- THE RECORDS
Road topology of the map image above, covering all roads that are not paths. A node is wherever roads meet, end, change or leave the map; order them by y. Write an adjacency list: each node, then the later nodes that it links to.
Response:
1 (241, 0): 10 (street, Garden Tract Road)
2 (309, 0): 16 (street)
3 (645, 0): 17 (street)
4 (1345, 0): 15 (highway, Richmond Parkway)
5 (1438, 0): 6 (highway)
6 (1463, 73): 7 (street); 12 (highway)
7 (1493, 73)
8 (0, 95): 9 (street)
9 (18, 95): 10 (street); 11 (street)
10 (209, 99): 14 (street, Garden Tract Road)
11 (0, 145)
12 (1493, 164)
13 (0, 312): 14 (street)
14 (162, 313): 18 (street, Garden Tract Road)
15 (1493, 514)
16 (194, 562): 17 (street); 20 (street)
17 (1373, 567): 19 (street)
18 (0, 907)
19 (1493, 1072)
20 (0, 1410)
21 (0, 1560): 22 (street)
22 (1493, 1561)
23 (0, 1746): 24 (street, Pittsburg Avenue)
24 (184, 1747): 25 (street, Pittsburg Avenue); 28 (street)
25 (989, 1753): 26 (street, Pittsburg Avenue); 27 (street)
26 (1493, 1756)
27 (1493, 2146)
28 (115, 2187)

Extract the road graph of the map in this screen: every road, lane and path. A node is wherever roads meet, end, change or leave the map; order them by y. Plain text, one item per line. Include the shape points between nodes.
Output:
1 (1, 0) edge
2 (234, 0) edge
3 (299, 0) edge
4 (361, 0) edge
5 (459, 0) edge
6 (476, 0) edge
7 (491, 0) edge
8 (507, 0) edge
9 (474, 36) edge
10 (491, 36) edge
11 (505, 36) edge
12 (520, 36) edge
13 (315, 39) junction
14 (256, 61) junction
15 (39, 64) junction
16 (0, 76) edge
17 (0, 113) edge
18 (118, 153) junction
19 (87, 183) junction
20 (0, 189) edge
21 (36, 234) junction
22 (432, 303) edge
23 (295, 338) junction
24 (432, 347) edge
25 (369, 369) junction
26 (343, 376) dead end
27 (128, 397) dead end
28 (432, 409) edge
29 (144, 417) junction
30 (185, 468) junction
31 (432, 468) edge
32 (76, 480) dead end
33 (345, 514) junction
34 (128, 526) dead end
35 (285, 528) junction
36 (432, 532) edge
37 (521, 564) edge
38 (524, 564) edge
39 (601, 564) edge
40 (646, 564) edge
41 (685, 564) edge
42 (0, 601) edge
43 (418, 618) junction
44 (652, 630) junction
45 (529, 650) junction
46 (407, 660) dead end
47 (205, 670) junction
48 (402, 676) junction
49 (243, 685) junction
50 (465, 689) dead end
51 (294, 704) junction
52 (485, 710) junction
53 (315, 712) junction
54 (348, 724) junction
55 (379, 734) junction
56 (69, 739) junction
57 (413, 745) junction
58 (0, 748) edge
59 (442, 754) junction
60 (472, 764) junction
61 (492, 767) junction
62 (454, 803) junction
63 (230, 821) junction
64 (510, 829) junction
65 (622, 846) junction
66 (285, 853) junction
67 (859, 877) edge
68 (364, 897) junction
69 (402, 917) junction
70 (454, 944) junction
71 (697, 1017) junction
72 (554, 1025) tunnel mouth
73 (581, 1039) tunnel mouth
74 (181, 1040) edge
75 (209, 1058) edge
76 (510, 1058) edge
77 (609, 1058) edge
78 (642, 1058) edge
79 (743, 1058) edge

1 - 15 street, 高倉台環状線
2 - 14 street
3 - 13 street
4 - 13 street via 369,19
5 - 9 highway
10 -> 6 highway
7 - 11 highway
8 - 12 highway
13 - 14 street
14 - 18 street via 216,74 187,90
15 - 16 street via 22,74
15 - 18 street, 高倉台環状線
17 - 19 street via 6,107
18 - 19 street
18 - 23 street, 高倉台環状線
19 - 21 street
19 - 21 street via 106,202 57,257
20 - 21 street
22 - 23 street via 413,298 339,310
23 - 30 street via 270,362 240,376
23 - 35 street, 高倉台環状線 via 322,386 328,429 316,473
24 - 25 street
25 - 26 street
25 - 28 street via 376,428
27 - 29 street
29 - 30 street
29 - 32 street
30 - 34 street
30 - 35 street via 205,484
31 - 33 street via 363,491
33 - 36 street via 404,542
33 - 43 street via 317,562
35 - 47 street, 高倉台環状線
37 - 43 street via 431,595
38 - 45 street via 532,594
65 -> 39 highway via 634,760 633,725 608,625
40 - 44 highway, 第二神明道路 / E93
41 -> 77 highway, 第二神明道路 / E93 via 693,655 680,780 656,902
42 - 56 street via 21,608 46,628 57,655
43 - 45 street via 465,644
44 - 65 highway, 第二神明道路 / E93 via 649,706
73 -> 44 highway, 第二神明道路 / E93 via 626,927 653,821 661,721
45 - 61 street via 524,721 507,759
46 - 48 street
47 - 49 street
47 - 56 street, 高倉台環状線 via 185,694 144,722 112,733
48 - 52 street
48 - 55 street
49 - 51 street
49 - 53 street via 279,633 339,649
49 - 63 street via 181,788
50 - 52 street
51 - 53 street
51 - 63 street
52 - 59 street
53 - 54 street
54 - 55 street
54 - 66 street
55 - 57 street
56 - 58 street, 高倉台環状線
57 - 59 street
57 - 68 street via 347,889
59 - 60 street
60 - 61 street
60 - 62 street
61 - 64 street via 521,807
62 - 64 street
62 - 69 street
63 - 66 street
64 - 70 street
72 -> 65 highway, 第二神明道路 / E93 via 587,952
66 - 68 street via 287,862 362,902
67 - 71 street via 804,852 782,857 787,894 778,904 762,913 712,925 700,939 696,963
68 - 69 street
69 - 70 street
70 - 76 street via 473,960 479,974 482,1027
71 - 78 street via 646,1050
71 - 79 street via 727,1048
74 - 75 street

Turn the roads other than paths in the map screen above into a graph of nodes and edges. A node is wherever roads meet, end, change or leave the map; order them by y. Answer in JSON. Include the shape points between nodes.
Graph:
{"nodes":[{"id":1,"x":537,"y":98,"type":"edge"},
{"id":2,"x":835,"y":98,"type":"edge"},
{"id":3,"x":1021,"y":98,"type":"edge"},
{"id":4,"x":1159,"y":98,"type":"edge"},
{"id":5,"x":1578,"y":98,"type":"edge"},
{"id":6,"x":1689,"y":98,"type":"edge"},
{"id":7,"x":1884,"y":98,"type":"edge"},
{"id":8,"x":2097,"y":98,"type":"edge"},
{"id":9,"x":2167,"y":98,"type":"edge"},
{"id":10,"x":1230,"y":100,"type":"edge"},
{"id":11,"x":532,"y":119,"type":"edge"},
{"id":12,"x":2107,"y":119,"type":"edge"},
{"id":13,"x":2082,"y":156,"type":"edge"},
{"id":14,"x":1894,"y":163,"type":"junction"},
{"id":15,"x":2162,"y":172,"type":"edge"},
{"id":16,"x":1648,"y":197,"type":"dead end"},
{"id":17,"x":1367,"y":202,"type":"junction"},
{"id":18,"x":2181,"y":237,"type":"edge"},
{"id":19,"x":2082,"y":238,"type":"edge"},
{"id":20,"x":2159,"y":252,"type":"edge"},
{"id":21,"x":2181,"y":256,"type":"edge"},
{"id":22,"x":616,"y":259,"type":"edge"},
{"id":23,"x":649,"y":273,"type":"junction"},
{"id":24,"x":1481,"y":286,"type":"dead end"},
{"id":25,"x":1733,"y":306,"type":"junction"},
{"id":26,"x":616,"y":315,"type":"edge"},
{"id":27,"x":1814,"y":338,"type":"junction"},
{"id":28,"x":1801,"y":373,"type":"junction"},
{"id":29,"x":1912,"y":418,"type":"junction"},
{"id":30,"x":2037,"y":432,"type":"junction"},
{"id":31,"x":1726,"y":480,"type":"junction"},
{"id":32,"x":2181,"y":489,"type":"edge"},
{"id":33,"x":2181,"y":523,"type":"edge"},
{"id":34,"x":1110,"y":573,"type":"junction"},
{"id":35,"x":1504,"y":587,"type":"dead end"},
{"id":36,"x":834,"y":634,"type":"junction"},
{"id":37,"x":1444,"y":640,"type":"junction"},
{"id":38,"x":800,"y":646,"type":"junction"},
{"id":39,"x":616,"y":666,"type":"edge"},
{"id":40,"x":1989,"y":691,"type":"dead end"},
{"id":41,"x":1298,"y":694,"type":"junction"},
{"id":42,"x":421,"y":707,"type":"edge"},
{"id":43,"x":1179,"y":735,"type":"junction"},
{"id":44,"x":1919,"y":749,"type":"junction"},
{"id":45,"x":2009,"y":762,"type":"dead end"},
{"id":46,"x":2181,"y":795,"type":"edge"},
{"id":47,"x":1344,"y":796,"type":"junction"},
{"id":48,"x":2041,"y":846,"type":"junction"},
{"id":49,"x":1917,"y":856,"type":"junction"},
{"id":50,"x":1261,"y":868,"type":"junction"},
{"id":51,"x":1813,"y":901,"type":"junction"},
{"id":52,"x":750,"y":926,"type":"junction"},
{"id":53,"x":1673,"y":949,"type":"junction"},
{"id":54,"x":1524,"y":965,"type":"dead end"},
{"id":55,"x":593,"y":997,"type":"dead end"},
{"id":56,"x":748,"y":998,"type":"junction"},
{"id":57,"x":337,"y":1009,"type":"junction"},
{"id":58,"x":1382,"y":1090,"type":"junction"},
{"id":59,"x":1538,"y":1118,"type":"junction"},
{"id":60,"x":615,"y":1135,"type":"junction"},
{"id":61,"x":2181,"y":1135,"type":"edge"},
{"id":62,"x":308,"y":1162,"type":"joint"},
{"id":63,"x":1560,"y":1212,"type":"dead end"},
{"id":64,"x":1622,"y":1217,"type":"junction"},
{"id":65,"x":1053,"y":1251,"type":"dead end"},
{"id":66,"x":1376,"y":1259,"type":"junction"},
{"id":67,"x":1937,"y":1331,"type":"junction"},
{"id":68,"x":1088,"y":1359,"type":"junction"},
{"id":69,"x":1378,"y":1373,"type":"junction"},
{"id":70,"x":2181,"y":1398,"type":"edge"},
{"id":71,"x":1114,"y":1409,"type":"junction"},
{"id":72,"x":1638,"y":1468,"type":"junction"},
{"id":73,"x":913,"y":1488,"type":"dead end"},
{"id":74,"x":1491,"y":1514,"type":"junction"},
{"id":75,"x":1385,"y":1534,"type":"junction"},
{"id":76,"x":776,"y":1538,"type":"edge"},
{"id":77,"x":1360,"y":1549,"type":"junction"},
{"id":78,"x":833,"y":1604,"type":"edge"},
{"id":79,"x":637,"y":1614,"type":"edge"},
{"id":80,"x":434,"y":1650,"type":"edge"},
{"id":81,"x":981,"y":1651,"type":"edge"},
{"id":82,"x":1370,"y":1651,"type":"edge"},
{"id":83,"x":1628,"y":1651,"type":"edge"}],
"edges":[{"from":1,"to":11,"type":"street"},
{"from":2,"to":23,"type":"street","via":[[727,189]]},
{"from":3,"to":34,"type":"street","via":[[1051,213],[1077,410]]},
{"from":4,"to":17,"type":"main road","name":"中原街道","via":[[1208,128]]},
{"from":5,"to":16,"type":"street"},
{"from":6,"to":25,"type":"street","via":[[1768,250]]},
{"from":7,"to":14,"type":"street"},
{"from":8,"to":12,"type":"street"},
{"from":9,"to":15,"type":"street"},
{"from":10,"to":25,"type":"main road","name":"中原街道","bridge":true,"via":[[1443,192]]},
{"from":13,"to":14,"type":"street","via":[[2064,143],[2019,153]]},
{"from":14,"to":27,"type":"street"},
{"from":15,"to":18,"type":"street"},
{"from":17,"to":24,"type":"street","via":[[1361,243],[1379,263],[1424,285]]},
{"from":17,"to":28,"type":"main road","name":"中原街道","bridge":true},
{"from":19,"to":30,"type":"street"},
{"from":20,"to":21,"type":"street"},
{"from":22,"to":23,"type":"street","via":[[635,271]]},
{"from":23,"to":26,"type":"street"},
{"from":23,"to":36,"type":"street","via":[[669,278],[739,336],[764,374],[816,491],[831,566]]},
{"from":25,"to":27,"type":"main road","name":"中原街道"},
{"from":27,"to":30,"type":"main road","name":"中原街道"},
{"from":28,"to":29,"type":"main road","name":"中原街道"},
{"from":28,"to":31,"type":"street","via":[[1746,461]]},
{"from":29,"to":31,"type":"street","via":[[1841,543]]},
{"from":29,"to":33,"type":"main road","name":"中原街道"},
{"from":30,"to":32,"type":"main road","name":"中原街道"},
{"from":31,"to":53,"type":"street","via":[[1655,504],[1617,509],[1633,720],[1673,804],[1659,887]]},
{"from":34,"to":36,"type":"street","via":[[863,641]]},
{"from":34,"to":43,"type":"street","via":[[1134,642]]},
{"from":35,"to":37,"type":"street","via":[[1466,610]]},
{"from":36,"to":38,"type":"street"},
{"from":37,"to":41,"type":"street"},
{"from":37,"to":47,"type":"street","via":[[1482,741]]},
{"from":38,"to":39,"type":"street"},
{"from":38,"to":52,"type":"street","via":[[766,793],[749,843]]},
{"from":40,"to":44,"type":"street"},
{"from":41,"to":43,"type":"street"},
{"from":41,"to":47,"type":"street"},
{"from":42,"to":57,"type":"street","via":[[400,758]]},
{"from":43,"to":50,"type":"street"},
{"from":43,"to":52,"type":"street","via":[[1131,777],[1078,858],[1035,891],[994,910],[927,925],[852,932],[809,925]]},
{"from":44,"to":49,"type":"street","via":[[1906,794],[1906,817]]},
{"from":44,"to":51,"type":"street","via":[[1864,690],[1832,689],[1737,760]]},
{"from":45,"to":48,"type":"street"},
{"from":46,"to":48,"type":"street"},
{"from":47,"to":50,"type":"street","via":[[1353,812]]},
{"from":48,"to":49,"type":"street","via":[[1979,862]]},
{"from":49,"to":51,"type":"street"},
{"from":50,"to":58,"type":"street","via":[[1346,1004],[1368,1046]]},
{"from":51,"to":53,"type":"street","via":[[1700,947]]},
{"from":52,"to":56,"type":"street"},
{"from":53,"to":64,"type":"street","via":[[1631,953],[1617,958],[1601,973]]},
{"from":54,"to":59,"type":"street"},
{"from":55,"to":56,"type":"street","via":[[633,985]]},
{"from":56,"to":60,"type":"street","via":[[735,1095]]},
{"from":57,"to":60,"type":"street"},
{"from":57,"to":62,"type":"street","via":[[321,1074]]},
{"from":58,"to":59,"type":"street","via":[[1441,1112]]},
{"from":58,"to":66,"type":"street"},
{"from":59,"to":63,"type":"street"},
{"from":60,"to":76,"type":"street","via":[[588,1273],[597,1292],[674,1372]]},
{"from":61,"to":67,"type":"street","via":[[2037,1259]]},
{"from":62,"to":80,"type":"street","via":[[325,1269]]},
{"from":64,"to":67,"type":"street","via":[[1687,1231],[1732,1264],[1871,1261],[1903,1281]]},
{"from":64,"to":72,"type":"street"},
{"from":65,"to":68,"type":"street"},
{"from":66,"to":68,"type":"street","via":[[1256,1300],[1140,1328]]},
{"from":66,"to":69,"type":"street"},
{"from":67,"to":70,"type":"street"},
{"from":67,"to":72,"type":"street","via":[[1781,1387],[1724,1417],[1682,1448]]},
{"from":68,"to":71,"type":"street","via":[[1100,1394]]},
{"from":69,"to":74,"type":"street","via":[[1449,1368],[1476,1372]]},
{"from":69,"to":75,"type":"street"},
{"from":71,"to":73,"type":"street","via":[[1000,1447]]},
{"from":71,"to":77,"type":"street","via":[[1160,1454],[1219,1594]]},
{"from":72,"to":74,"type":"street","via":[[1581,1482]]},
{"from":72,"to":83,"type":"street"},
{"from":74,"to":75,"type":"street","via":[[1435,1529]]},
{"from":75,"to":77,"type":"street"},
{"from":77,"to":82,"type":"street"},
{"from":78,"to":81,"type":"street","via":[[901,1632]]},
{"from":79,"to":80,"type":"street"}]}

- ACTIVITY
Across the entries, how many lines contain "mouth"? Reply with the number only.

- ANSWER SECTION
2